My boyfriend, who I can only call a full-blown beer snob and not terribly happy about giving up his suds, agreed gamely to “my idea” as long as he didn’t have to worry about where to eat lunch everyday – ie packed lunches. We’ve been making the slow descent since last week, and today is our first official day. I’d like to report that I feel fantastic, but in fact, I feel terrible. Mind you, this doesn’t seem to have anything to do with my GF diet. I  had soft-boiled eggs this morning, and there’s a good chance that they were on the undercooked side. Lunch, which was essentially a repeat of last night’s meat and potatoes, didn’t go over well either. The reason I say that there’s probably no correlation to the GF diet is that I’ve abstained from gluten for this exact amount of time before, quite on accident, with no adverse effects.

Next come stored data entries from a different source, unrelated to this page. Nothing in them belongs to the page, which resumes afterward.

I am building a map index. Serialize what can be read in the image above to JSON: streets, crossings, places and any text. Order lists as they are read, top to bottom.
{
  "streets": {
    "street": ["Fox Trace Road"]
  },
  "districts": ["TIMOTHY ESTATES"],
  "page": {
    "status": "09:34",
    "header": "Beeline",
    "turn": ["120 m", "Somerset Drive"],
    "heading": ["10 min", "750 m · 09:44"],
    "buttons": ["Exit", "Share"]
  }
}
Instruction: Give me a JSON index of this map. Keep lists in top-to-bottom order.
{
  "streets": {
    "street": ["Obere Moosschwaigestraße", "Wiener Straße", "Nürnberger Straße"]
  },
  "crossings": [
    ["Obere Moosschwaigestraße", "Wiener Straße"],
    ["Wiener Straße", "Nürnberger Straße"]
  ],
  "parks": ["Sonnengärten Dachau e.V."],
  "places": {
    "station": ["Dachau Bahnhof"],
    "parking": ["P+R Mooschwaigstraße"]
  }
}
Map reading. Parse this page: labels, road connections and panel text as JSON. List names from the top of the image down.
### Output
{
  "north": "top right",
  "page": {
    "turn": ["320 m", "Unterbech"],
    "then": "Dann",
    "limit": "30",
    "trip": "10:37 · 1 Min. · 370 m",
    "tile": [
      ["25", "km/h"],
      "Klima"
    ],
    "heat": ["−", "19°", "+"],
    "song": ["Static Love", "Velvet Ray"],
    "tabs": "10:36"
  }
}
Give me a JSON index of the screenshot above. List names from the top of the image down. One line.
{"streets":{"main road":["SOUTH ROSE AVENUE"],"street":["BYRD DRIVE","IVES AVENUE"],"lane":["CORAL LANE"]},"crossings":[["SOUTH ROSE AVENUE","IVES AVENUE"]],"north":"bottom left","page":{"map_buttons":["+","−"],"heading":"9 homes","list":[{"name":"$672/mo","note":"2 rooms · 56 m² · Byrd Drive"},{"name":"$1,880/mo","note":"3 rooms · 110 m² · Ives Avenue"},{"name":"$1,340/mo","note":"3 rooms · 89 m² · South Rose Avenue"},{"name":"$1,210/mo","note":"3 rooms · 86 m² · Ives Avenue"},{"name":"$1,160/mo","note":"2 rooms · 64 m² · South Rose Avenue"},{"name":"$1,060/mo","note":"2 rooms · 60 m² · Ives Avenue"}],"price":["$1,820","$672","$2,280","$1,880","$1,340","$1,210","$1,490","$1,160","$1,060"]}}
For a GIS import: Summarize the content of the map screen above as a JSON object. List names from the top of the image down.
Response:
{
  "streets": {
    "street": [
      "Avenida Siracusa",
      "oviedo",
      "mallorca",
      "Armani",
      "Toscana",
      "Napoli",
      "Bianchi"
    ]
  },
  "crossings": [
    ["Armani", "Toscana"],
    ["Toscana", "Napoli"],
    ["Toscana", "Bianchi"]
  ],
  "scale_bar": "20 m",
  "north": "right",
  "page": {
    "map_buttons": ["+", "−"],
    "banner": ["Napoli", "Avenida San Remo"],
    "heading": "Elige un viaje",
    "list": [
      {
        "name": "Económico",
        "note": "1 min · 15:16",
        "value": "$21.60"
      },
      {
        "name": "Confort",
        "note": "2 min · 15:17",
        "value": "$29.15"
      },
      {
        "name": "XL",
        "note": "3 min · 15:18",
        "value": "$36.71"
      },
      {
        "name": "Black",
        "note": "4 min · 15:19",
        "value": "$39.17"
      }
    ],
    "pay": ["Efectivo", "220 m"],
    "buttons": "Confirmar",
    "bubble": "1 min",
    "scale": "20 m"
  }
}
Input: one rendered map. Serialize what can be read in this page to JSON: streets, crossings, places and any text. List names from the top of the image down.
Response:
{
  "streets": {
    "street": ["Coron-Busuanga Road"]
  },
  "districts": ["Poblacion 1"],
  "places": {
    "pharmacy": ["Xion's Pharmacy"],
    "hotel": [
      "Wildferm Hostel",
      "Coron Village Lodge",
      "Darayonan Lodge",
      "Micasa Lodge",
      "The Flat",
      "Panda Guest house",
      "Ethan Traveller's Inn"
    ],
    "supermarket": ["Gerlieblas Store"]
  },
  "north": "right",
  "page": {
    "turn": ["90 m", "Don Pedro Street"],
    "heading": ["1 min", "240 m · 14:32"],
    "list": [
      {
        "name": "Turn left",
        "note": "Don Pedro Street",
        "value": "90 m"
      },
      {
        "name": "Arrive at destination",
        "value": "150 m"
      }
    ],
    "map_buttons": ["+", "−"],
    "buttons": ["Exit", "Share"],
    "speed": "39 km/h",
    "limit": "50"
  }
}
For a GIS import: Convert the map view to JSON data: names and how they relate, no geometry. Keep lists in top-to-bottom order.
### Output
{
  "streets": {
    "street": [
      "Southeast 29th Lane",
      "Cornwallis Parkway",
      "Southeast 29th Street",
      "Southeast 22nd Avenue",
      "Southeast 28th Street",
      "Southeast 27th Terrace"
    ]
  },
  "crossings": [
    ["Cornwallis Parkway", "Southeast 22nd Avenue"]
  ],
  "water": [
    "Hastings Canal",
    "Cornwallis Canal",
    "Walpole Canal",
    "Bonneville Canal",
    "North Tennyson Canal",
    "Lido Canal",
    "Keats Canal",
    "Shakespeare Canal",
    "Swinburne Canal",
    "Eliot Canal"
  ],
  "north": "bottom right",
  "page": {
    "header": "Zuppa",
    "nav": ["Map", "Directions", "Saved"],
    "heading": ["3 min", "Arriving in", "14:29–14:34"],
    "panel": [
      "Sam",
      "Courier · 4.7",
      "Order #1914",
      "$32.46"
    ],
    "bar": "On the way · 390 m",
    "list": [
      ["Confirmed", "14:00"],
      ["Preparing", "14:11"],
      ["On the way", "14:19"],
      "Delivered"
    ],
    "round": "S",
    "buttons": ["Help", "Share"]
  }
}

Here’s hoping it’s not Salmonella. Ew.

Anyway, I’ll be posting updates to our progress and how it all turns out. Also, I made a week-long menu, carefully planned out as to make sure that not only were we well fed, but also that the man friend had his lunch pack for work. I thought I’d share it with you all here, since the boyfriend remarked that he could certainly stay GF is we ate like this every week.  I’m making this all from scratch to ensure it’s all GF. Oh, and breakfast is either gluten-free granola/cereal with fruit and Hazelnut milk, or some combination of the GF baguette/english muffins and eggs/cream cheese or almond butter. Lunch is just left overs from the night before. Salads are also included with each dinner.

Monday: Slow cooked Sole filets encrusted with macadamia nuts, Cheddar and pea risotto.

Tuesday: No-lard refried black beans with creamy polenta.

Wednesday: Slow cooked Pork Adobo with fried rice cakes and salsa verde.

Thursday: Pork Adobo remix – TBD

Friday: GF pizza, toppings TBD. (Any suggestions? I’m making my own sauce, and going to stick cheese on it, but besides that, I haven’t decided)

Saturday: Shredded chicken enchiladas in an Ancho chile red sauce, tortillas will hopefully be made at home.

Sunday: Lasagna tart with GF Parmesan crust, zucchini, shredded chicken, spicy jalapeno tomato sauce, more parm, and either Ricotta or cottage cheese.